## Dataset records

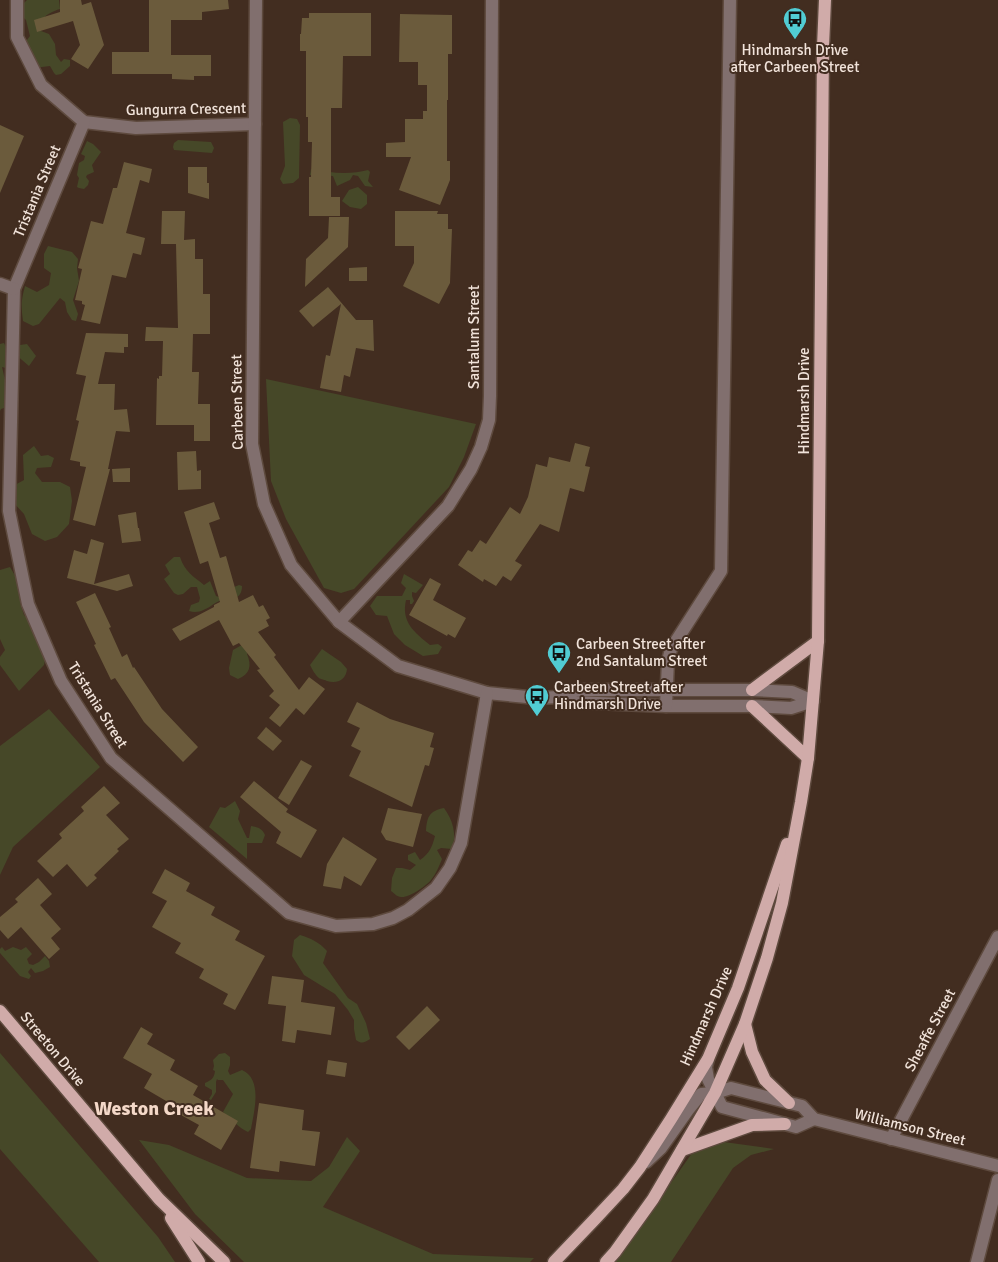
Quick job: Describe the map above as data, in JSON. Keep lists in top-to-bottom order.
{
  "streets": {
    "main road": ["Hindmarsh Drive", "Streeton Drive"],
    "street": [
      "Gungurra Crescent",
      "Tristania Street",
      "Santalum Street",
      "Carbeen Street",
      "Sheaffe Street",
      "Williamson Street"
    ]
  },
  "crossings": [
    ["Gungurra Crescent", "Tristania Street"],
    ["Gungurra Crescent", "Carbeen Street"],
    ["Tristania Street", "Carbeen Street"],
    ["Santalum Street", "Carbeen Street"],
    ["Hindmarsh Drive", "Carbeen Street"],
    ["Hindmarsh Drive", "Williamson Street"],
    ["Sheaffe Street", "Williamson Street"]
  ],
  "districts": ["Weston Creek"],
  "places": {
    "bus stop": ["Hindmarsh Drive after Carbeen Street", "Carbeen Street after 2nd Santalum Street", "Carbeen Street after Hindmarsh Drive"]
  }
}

## Work request
Give the records a second time exactly, keeping the images out.

## Expected output
Quick job: Describe the map above as data, in JSON. Keep lists in top-to-bottom order.
{
  "streets": {
    "main road": ["Hindmarsh Drive", "Streeton Drive"],
    "street": [
      "Gungurra Crescent",
      "Tristania Street",
      "Santalum Street",
      "Carbeen Street",
      "Sheaffe Street",
      "Williamson Street"
    ]
  },
  "crossings": [
    ["Gungurra Crescent", "Tristania Street"],
    ["Gungurra Crescent", "Carbeen Street"],
    ["Tristania Street", "Carbeen Street"],
    ["Santalum Street", "Carbeen Street"],
    ["Hindmarsh Drive", "Carbeen Street"],
    ["Hindmarsh Drive", "Williamson Street"],
    ["Sheaffe Street", "Williamson Street"]
  ],
  "districts": ["Weston Creek"],
  "places": {
    "bus stop": ["Hindmarsh Drive after Carbeen Street", "Carbeen Street after 2nd Santalum Street", "Carbeen Street after Hindmarsh Drive"]
  }
}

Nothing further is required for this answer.